Before getting into how to run bmorph, let’s look at what is in the sample data. You will note that we now have a yakima_workflow directory downloaded in the same directory as this notebook (found by clicking on the 1tutorial/ tab left by Binder or navigating to this directory in the file explorer of your choice). This contains all of the data that you need to run the tutorial. There are a few subdirectories:

  • gis_data: contains shapefiles, this is mainly used for plotting, not for analysis

  • input: this is the input meteorologic data, simulated streamflow to be corrected, and the reference flow dataset

  • mizuroute_configs: this is an empty directory that will automatically be populated with mizuroute configuration files during the bias correction process

  • output: this is an empty directory that will be where the bias corrected flows will be written out to

  • topologies: this contains the stream network topologies that will be used for routing flows via mizuroute

The Yakima River Basin is a tributary of the Columbia river basin in the Pacific northwestern United States. It’s western half is situated in the Cascade mountains and receives seasonal snowpack. The eastern half is lower elevation and is semi-arid. Let’s load up the shapefiles for the sub-basins and stream network and plot it. In this discretization we have 285 sub-basins (HRU) and 143 stream segments.

Setting up some metadata

Next we set up the gauge site names and their respective river segment identification numbers, or site’s and seg’s. This will be used throughout to ensure the data does not get mismatched. bmorph uses the convention: site_to_seg = { site_0_name : site_0_seg, ..., site_n_name, site_n_seg} Since it is convenient to be able to access this data in different orders we also set up some other useful forms of these gauge site mappings for later use. We will show you on the map where each of these sites are on the stream network in the next section.

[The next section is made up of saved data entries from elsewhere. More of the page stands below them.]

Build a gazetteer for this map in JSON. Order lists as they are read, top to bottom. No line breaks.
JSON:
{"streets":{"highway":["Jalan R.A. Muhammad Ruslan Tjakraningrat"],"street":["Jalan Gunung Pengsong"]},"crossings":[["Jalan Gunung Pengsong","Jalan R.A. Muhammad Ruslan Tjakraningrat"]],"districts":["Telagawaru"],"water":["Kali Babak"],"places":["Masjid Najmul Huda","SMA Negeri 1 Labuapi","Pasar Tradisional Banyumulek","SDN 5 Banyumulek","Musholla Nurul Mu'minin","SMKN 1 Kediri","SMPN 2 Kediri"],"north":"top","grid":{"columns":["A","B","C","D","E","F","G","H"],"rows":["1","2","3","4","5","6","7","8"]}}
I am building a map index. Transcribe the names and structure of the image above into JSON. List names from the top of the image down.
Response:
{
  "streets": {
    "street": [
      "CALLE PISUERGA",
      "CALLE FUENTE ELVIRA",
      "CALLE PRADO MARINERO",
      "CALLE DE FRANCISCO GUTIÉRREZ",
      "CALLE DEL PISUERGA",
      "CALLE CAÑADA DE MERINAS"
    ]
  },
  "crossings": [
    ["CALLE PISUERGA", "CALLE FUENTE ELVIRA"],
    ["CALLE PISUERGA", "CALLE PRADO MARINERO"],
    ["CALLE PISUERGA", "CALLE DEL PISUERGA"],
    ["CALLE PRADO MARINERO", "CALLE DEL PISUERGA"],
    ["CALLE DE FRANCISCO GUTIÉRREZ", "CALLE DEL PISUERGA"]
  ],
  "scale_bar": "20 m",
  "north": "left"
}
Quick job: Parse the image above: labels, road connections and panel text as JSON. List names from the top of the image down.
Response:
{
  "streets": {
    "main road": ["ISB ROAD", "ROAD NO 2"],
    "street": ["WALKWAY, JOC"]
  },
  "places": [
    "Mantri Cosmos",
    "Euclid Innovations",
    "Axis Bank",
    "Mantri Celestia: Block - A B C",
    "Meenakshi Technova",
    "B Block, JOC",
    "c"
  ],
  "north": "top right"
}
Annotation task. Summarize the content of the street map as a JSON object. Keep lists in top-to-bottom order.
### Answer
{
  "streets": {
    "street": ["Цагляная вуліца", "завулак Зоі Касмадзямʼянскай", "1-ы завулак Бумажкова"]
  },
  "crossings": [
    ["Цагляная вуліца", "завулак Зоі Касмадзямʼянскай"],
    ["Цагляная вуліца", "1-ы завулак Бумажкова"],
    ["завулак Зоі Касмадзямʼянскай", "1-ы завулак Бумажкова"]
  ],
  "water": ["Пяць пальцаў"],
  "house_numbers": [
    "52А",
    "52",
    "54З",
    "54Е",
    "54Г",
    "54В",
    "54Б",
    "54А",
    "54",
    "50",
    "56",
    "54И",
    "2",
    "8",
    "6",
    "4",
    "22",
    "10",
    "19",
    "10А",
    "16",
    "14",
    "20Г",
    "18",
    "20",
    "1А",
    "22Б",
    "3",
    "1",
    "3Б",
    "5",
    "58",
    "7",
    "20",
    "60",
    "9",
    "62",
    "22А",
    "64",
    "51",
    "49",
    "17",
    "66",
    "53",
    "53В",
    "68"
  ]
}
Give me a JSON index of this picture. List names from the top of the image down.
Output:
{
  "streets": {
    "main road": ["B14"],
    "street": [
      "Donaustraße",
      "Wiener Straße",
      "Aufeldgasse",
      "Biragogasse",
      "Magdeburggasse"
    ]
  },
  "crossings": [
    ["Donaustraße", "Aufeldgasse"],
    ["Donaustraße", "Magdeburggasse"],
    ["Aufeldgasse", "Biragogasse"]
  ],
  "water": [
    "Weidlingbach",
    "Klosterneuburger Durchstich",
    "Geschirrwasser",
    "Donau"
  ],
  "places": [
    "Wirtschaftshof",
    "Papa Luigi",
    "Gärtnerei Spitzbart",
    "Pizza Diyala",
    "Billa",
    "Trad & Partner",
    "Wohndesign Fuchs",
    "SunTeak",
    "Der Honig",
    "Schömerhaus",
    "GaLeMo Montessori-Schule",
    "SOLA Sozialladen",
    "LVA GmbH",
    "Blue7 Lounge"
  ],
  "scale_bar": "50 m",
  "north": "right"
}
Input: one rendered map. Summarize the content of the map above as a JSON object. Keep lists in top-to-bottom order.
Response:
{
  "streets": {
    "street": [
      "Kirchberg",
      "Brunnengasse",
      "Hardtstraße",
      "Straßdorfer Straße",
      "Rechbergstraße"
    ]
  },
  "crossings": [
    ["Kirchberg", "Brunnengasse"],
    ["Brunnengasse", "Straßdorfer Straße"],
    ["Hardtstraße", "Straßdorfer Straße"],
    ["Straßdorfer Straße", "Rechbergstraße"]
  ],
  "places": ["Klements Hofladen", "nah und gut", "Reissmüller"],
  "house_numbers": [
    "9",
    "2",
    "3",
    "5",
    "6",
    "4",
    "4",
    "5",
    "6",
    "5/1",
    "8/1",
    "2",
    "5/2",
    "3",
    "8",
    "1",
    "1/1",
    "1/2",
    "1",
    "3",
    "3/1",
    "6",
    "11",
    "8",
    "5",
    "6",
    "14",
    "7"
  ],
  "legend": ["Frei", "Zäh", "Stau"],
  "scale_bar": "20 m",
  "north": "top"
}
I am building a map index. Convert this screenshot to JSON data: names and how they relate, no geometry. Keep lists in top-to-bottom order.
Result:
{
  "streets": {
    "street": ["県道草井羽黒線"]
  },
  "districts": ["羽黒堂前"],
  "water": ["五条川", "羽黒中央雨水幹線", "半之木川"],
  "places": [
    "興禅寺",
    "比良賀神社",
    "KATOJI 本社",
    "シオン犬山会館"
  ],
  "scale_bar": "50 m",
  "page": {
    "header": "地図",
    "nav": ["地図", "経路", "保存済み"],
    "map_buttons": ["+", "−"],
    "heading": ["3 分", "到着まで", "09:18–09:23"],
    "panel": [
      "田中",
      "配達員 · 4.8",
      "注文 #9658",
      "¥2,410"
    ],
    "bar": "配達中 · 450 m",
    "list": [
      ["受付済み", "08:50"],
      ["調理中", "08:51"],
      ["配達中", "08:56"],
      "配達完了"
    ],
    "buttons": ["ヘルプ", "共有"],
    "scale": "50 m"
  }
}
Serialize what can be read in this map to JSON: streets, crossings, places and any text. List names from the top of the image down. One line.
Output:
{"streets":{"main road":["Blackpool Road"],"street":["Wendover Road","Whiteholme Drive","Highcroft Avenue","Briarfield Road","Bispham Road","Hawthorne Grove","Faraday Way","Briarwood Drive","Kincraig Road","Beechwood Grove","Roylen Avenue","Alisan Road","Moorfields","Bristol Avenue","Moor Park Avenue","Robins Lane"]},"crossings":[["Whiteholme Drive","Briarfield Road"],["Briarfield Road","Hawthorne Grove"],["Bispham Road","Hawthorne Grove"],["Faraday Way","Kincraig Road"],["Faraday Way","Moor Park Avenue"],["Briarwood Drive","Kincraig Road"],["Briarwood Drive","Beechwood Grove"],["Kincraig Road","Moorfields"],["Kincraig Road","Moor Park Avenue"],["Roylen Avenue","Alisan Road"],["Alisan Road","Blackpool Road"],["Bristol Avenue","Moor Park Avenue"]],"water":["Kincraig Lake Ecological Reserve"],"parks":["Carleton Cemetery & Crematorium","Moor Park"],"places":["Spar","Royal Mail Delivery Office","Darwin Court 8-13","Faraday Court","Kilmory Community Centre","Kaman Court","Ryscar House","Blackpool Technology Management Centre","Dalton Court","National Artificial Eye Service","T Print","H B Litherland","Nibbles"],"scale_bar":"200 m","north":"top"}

site_to_seg = {'KEE' : 4175, 'KAC' : 4171, 'EASW': 4170,
               'CLE' : 4164, 'YUMW': 4162, 'BUM' : 5231,
               'AMRW': 5228, 'CLFW': 5224, 'RIM' : 5240,
               'NACW': 5222, 'UMTW': 4139, 'AUGW': 594,
               'PARW': 588,  'YGVW': 584,  'KIOW': 581}

seg_to_site = {seg: site for site, seg in site_to_seg.items()}
ref_sites = list(site_to_seg.keys())
ref_segs = list(site_to_seg.values())

Mapping the Yakima River Basin

With our necessary metadata defined let’s make a couple of quick plots orienting you to the Yakima River Basin. To do so we will read in a network topology file, and shapefiles for the region. We will make one plot which has the Yakima River Basin, along with stream network, subbasins, and gauged sites labeled. We will also plot a network diagram which displays in an abstract sense how each stream segment is connected. For the latter we use the SimpleRiverNetwork that we’ve implemented in bmorph. To set up the SimpleRiverNetwork we need the topology of the watershed (yakima_topo). The river network and shapefiles that we use to draw the map, and perform simulations on is the Geospatial Fabric. In the Geospatial Fabric, rivers and streams are broken into segments, each with a unique identifier, as illustrated above in the site_to_seg definition. The locations of the gauged sites are shown in red, while all of the un-gauged stream segments are shown in darker grey. The sub-basins for each stream segment are shown in lighter grey.

yakima_topo = xr.open_dataset('yakima_workflow/topologies/yakima_huc12_topology.nc').load()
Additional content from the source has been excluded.